▶ **Exercise requirements**:
Only lines holding the word "roads" should be copied from the material.

▶ **Extracted records**:
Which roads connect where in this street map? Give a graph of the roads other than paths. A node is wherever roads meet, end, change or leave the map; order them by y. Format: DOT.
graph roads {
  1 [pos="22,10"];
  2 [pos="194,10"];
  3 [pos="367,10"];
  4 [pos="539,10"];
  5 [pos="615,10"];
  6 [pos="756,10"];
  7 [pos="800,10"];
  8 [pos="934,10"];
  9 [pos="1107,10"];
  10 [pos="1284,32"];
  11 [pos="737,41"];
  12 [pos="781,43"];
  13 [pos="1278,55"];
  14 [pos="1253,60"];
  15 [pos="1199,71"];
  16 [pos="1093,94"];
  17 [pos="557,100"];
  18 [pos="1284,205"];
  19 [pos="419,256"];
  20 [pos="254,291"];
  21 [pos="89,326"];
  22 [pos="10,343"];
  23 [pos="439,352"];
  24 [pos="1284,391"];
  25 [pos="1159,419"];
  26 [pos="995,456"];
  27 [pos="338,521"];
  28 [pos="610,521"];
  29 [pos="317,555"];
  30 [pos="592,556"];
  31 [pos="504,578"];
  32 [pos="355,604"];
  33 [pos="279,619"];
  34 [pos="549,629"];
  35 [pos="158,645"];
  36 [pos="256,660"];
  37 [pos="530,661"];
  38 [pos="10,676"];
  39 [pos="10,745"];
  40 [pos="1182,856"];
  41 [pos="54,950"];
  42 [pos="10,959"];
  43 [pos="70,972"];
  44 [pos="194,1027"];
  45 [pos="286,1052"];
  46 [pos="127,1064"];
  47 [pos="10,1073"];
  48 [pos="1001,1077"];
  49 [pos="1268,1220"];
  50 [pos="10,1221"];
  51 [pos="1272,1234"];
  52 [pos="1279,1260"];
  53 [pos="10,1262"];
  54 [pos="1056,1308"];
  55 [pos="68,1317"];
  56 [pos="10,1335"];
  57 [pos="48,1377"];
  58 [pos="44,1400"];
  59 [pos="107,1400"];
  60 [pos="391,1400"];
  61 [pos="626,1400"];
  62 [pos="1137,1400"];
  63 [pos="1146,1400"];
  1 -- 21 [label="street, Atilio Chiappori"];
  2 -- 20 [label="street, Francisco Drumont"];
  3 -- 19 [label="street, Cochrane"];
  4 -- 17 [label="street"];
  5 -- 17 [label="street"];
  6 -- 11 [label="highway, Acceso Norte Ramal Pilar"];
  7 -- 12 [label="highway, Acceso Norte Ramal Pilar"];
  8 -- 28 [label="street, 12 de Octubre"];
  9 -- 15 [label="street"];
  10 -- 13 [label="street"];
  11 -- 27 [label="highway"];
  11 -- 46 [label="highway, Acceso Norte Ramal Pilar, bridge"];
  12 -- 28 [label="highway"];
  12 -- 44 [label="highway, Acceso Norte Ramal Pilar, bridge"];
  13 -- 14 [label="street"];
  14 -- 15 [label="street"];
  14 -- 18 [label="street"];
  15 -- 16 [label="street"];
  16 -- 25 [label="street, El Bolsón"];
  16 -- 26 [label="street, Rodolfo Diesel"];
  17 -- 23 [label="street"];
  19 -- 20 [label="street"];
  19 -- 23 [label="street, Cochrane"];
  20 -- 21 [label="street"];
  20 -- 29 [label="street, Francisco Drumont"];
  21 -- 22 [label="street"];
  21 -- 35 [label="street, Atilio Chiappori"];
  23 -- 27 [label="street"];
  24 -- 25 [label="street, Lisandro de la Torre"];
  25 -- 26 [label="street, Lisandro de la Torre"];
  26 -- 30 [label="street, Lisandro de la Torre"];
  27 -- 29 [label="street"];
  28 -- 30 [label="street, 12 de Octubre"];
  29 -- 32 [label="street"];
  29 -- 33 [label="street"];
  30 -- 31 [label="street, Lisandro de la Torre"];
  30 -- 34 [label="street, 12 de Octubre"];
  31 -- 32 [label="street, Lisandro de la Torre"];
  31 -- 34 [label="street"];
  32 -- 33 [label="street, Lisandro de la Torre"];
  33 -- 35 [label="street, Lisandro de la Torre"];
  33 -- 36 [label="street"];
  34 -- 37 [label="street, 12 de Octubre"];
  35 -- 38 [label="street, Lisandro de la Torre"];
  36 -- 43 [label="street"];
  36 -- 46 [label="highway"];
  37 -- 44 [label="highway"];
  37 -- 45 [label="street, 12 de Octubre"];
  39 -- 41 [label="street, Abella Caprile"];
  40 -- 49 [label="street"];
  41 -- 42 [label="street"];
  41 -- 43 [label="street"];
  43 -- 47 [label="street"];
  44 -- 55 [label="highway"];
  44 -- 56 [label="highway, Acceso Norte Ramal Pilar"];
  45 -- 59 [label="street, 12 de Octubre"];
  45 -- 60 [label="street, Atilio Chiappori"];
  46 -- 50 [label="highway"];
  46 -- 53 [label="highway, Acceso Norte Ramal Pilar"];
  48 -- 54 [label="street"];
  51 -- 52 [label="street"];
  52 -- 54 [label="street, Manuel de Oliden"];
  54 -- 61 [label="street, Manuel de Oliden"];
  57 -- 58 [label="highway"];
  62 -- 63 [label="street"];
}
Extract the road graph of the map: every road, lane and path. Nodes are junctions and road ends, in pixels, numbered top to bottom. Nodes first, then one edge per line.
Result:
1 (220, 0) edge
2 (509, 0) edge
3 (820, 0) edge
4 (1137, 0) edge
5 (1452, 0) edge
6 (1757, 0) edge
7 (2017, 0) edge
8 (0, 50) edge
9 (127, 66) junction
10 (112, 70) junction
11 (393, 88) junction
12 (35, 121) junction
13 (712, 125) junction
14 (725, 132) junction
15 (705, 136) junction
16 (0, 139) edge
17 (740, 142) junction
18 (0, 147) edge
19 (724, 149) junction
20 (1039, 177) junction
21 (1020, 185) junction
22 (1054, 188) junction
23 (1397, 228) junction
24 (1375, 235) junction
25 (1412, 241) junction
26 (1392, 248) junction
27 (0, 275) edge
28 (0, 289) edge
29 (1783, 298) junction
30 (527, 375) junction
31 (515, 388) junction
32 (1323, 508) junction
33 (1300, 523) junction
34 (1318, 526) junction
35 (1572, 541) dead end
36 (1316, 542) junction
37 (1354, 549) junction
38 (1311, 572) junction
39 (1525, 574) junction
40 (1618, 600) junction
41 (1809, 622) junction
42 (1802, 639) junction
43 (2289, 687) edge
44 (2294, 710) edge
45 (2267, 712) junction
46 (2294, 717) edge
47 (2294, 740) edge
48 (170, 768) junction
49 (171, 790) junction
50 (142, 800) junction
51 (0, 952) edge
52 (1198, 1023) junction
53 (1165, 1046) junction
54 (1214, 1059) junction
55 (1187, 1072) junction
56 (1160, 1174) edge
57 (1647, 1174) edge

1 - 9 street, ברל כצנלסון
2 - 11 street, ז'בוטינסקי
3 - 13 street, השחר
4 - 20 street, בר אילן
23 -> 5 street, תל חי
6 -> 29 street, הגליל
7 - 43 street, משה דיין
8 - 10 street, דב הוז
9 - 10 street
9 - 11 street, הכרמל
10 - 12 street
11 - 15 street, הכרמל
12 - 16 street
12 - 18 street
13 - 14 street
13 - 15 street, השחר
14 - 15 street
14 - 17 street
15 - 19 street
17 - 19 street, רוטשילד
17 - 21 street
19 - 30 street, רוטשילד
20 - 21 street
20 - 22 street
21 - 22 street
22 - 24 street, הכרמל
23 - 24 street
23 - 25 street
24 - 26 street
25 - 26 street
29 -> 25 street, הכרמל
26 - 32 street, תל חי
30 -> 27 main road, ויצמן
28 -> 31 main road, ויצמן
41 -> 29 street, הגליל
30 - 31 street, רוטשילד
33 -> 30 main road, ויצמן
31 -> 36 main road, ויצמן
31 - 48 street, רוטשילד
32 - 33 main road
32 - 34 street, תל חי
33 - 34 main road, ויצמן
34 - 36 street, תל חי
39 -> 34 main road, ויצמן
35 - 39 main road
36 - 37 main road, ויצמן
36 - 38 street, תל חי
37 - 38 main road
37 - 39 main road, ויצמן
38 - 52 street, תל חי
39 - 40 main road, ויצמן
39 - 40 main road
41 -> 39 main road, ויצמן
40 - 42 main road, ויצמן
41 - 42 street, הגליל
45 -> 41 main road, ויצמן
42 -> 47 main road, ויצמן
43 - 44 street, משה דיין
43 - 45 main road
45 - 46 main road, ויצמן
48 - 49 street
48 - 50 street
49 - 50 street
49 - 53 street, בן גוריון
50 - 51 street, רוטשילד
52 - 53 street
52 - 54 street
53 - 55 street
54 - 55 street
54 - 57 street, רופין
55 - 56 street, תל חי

▶ **Response**:
Which roads connect where in this street map? Give a graph of the roads other than paths. A node is wherever roads meet, end, change or leave the map; order them by y. Format: DOT.
graph roads {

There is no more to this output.